▼
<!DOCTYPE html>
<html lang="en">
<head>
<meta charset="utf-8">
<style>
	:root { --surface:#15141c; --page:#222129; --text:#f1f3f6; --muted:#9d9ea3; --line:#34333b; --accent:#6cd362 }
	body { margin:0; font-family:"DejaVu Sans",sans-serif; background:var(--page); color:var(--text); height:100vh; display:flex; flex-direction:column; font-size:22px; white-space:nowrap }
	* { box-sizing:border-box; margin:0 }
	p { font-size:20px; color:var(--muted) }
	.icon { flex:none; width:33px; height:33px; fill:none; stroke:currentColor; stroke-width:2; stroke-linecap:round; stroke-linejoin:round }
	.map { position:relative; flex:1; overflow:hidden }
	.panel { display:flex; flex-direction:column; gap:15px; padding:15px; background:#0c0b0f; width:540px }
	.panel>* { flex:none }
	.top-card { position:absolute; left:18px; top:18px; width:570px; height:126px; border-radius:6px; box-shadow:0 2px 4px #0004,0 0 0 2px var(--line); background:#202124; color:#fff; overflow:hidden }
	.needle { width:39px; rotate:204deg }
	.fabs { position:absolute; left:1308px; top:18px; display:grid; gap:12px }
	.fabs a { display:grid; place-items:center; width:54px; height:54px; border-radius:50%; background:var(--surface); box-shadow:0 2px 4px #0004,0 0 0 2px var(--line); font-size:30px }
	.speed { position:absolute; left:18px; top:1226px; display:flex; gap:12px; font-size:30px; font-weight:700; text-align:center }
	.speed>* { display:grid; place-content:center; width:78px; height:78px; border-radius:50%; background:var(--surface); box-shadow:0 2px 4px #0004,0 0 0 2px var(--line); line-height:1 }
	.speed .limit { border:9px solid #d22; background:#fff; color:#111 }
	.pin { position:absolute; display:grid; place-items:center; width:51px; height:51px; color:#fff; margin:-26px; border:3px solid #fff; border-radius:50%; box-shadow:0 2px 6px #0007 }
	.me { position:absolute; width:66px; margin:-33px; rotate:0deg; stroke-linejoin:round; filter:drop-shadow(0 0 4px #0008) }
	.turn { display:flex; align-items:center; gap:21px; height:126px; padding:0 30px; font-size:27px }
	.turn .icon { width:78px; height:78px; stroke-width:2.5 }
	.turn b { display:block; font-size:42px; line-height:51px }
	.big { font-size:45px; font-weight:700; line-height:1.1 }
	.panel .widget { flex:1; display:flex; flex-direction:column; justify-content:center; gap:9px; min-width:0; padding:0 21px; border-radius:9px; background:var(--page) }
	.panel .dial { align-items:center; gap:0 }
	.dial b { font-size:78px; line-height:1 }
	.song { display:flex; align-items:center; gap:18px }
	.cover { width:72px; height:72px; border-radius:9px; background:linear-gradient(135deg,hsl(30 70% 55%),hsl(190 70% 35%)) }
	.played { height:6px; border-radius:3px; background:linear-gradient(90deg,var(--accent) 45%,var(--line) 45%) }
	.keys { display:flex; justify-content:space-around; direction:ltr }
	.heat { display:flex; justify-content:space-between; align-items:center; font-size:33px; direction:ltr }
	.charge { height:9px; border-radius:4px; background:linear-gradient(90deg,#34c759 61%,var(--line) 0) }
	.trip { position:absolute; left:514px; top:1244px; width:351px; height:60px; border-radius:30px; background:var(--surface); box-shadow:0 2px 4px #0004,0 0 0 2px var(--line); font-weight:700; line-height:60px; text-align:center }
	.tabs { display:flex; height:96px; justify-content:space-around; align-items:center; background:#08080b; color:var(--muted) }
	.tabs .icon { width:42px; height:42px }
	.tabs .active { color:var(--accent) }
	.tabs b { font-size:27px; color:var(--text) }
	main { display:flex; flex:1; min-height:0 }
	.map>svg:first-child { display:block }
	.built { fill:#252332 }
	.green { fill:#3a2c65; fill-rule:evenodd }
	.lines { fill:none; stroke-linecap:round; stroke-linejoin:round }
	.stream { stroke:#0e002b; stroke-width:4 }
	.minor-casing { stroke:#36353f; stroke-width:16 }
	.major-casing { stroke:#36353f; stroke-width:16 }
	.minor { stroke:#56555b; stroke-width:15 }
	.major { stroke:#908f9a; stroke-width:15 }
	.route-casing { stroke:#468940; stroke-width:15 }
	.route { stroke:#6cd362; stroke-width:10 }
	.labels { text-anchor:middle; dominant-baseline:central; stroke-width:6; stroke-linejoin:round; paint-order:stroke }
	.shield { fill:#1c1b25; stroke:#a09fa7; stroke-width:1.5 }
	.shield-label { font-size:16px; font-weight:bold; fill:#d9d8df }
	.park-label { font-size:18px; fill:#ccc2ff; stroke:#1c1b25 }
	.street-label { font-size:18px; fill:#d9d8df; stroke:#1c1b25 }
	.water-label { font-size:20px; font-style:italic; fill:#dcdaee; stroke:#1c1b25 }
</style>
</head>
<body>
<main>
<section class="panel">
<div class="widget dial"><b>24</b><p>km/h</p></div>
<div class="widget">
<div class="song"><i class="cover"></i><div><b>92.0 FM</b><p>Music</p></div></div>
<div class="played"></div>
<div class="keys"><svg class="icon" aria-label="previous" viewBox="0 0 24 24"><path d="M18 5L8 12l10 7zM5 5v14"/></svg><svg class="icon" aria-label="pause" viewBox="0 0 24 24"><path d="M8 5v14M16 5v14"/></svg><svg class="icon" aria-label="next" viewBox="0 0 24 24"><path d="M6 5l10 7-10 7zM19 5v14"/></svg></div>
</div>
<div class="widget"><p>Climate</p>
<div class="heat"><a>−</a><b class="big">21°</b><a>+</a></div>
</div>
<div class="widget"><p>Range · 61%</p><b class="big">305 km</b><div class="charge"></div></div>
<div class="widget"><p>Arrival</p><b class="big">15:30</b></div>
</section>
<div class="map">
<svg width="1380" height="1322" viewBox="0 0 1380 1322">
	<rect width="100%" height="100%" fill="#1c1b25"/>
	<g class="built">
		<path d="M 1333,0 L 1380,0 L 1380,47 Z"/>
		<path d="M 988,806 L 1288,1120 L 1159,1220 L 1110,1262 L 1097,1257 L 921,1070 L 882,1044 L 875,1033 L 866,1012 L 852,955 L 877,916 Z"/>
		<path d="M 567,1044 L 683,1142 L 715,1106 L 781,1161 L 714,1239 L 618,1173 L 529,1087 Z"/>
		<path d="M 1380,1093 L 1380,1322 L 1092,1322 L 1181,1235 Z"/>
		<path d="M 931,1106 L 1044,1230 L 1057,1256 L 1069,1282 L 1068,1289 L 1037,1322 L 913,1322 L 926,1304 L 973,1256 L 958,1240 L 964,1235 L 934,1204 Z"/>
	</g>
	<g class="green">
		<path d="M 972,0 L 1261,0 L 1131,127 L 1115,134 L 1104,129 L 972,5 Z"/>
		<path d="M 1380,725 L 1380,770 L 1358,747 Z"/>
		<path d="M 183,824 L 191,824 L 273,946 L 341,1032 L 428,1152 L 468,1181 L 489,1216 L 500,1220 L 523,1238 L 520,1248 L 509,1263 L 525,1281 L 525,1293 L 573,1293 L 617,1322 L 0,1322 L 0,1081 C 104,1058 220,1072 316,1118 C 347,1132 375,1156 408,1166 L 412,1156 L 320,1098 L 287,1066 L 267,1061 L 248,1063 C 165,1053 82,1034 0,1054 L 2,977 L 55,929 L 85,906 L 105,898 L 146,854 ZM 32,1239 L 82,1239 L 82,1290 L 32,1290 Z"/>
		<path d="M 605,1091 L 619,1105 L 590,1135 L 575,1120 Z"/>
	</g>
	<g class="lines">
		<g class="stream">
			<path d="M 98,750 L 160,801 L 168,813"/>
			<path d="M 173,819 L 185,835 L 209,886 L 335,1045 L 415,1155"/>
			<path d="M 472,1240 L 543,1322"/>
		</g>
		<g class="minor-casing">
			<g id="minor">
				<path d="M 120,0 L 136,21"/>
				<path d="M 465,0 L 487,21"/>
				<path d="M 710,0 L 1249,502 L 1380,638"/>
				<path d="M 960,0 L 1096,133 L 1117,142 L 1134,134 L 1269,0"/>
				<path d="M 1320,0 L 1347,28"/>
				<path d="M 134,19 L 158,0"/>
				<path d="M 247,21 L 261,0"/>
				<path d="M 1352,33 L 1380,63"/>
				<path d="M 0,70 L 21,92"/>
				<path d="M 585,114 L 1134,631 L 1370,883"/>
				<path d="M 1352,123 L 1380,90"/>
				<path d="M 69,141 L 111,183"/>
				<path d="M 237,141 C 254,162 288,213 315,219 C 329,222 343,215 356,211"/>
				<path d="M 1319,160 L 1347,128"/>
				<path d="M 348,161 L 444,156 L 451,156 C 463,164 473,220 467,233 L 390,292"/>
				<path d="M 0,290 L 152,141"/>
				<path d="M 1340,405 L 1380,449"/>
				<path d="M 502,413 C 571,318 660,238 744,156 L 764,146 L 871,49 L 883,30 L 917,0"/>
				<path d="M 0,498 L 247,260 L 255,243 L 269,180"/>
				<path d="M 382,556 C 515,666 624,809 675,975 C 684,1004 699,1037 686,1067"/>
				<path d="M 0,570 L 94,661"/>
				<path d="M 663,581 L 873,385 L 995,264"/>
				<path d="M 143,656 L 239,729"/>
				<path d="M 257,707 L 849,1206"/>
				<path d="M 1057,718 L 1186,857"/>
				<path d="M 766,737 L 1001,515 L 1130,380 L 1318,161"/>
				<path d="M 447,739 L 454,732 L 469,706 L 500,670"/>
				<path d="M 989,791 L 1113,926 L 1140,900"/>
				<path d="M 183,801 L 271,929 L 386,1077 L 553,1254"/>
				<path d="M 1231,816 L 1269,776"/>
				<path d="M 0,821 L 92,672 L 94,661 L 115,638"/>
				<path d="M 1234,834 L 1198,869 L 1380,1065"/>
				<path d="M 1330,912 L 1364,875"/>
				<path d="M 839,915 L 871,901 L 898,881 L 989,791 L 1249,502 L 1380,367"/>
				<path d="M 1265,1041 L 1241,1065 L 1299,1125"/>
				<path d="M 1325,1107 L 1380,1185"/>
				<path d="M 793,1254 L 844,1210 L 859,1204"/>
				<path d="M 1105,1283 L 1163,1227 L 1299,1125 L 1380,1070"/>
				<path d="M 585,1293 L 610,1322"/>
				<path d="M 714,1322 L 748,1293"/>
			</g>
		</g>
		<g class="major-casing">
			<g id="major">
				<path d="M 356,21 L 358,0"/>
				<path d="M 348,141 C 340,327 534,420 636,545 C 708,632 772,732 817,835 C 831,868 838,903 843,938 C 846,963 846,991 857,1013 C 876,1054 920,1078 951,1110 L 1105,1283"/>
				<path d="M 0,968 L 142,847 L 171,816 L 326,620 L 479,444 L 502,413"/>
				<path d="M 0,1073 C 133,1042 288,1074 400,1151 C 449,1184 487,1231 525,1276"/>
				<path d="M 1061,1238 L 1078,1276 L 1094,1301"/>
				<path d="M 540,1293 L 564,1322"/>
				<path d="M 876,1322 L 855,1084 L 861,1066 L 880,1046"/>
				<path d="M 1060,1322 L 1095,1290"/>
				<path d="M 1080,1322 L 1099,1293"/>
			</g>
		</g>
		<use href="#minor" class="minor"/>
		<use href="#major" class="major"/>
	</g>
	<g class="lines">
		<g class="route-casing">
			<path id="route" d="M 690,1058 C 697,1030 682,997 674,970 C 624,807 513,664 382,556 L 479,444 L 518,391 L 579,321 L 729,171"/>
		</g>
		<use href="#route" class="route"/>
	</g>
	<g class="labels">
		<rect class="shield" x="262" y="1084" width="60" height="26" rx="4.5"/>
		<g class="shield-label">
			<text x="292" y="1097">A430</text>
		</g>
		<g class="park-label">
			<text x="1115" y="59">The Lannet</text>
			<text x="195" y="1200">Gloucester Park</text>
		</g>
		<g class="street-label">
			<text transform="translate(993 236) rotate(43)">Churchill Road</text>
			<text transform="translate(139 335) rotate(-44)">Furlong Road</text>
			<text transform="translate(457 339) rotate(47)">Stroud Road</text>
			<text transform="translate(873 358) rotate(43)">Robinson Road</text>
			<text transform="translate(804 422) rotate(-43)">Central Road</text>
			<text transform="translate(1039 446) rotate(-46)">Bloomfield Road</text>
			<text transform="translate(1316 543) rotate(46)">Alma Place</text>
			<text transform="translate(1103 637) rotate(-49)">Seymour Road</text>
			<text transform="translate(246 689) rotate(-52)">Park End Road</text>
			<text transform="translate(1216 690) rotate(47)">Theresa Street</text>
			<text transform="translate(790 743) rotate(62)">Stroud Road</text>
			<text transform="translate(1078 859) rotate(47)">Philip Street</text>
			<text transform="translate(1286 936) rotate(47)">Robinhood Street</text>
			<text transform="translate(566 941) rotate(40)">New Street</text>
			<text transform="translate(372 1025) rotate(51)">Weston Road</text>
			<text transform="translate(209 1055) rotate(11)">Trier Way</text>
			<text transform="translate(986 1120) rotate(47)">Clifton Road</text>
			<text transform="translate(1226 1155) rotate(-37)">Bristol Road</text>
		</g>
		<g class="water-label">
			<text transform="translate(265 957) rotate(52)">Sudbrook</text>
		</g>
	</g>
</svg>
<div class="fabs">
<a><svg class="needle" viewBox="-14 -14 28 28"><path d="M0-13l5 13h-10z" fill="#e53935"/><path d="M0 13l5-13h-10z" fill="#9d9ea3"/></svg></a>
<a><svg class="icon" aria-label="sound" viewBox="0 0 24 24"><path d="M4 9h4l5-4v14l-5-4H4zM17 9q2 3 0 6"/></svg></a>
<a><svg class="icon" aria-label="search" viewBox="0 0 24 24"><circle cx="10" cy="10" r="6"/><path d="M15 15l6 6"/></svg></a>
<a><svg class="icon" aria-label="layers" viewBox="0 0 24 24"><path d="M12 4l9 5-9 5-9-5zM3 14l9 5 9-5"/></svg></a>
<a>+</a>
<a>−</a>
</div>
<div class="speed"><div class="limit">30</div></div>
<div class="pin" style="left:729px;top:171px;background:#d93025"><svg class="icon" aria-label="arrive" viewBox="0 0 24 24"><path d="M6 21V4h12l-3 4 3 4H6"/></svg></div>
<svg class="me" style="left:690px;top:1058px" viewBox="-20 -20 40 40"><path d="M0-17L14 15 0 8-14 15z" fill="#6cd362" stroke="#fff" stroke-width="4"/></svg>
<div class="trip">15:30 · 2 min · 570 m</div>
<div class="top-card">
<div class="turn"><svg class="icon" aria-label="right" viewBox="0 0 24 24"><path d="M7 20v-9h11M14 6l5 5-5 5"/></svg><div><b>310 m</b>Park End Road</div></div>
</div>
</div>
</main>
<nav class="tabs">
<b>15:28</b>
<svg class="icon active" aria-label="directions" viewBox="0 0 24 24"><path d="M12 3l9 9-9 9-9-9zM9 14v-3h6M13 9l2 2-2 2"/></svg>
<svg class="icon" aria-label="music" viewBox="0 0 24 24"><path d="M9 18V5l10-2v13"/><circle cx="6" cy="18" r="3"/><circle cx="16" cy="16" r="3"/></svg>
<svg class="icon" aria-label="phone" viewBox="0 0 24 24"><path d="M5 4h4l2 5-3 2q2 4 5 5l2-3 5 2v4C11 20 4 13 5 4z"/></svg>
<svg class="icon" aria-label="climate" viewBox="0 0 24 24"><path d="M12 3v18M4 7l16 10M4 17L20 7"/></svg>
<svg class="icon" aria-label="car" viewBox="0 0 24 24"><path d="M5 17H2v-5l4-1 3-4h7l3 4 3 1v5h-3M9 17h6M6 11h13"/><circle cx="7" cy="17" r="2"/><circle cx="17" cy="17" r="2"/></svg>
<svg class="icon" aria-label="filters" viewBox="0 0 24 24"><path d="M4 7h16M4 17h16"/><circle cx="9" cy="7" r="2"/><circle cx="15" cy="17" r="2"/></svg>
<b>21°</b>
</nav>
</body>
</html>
▲
Required action
Reproduce only the lines from the top of the material through the one bearing "background:var(--page); color:var(--text); height:100vh;", each exactly as it stands.

Response to this exercise
<!DOCTYPE html>
<html lang="en">
<head>
<meta charset="utf-8">
<style>
	:root { --surface:#15141c; --page:#222129; --text:#f1f3f6; --muted:#9d9ea3; --line:#34333b; --accent:#6cd362 }
	body { margin:0; font-family:"DejaVu Sans",sans-serif; background:var(--page); color:var(--text); height:100vh; display:flex; flex-direction:column; font-size:22px; white-space:nowrap }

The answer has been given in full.